(Records from a dataset)
>>>>
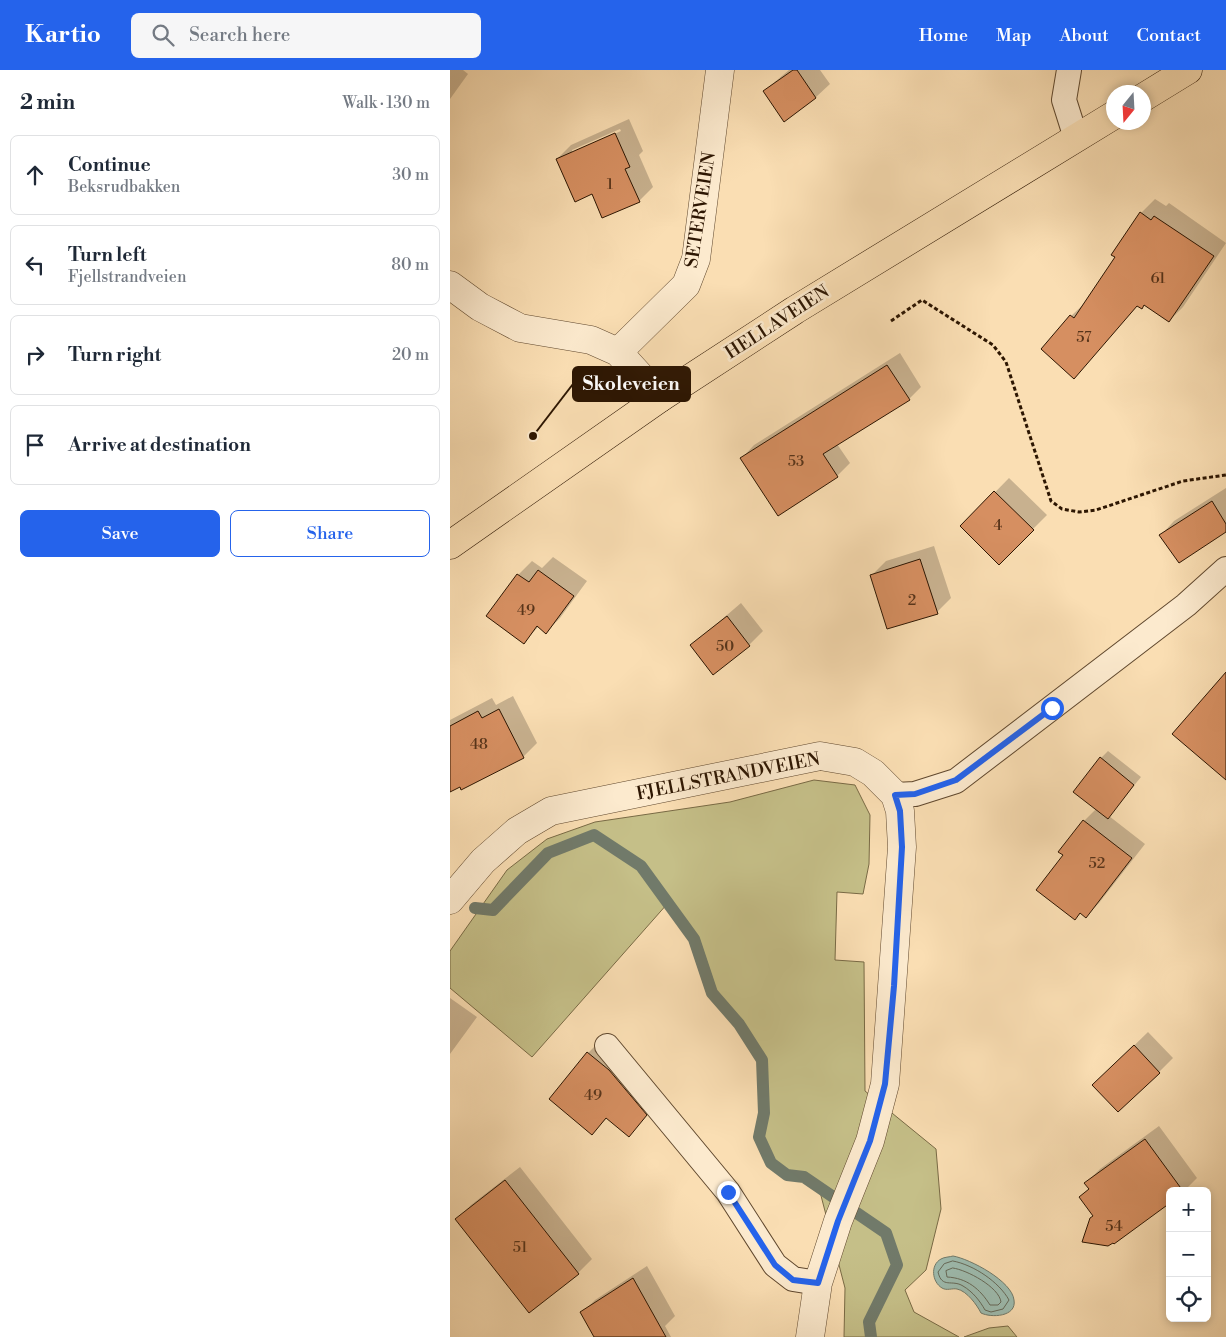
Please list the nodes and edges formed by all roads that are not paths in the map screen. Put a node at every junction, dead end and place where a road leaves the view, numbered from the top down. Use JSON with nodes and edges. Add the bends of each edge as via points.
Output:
{"nodes":[{"id":1,"x":720,"y":70,"type":"edge"},
{"id":2,"x":1069,"y":70,"type":"edge"},
{"id":3,"x":1188,"y":70,"type":"edge"},
{"id":4,"x":1151,"y":93,"type":"edge"},
{"id":5,"x":1106,"y":120,"type":"edge"},
{"id":6,"x":1076,"y":138,"type":"junction"},
{"id":7,"x":450,"y":285,"type":"edge"},
{"id":8,"x":618,"y":352,"type":"junction"},
{"id":9,"x":660,"y":398,"type":"junction"},
{"id":10,"x":450,"y":546,"type":"edge"},
{"id":11,"x":1226,"y":569,"type":"edge"},
{"id":12,"x":895,"y":795,"type":"junction"},
{"id":13,"x":450,"y":900,"type":"edge"},
{"id":14,"x":606,"y":1046,"type":"dead end"},
{"id":15,"x":818,"y":1283,"type":"junction"},
{"id":16,"x":810,"y":1337,"type":"edge"}],
"edges":[{"from":1,"to":8,"type":"street","name":"SETERVEIEN","via":[[696,259],[686,285]]},
{"from":2,"to":6,"type":"lane","via":[[1064,100]]},
{"from":3,"to":4,"type":"main road"},
{"from":5,"to":6,"type":"main road","name":"HELLAVEIEN"},
{"from":6,"to":9,"type":"main road","name":"HELLAVEIEN","via":[[861,268]]},
{"from":7,"to":8,"type":"street","via":[[520,328],[591,340]]},
{"from":8,"to":9,"type":"street"},
{"from":9,"to":10,"type":"main road","name":"HELLAVEIEN"},
{"from":11,"to":12,"type":"lane","via":[[1186,605],[956,780],[915,794]]},
{"from":12,"to":13,"type":"street","name":"FJELLSTRANDVEIEN","via":[[873,773],[855,762],[820,756],[551,811],[517,831],[490,855]]},
{"from":12,"to":15,"type":"street","via":[[900,811],[902,847],[885,1084],[870,1141]]},
{"from":14,"to":15,"type":"lane","via":[[728,1192],[775,1265],[793,1280]]},
{"from":15,"to":16,"type":"street"}]}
<<<<
Give the data above back unchanged, except for the pictures.

Please list the nodes and edges formed by all roads that are not paths in the map screen. Put a node at every junction, dead end and place where a road leaves the view, numbered from the top down. Use JSON with nodes and edges. Add the bends of each edge as via points.
Output:
{"nodes":[{"id":1,"x":720,"y":70,"type":"edge"},
{"id":2,"x":1069,"y":70,"type":"edge"},
{"id":3,"x":1188,"y":70,"type":"edge"},
{"id":4,"x":1151,"y":93,"type":"edge"},
{"id":5,"x":1106,"y":120,"type":"edge"},
{"id":6,"x":1076,"y":138,"type":"junction"},
{"id":7,"x":450,"y":285,"type":"edge"},
{"id":8,"x":618,"y":352,"type":"junction"},
{"id":9,"x":660,"y":398,"type":"junction"},
{"id":10,"x":450,"y":546,"type":"edge"},
{"id":11,"x":1226,"y":569,"type":"edge"},
{"id":12,"x":895,"y":795,"type":"junction"},
{"id":13,"x":450,"y":900,"type":"edge"},
{"id":14,"x":606,"y":1046,"type":"dead end"},
{"id":15,"x":818,"y":1283,"type":"junction"},
{"id":16,"x":810,"y":1337,"type":"edge"}],
"edges":[{"from":1,"to":8,"type":"street","name":"SETERVEIEN","via":[[696,259],[686,285]]},
{"from":2,"to":6,"type":"lane","via":[[1064,100]]},
{"from":3,"to":4,"type":"main road"},
{"from":5,"to":6,"type":"main road","name":"HELLAVEIEN"},
{"from":6,"to":9,"type":"main road","name":"HELLAVEIEN","via":[[861,268]]},
{"from":7,"to":8,"type":"street","via":[[520,328],[591,340]]},
{"from":8,"to":9,"type":"street"},
{"from":9,"to":10,"type":"main road","name":"HELLAVEIEN"},
{"from":11,"to":12,"type":"lane","via":[[1186,605],[956,780],[915,794]]},
{"from":12,"to":13,"type":"street","name":"FJELLSTRANDVEIEN","via":[[873,773],[855,762],[820,756],[551,811],[517,831],[490,855]]},
{"from":12,"to":15,"type":"street","via":[[900,811],[902,847],[885,1084],[870,1141]]},
{"from":14,"to":15,"type":"lane","via":[[728,1192],[775,1265],[793,1280]]},
{"from":15,"to":16,"type":"street"}]}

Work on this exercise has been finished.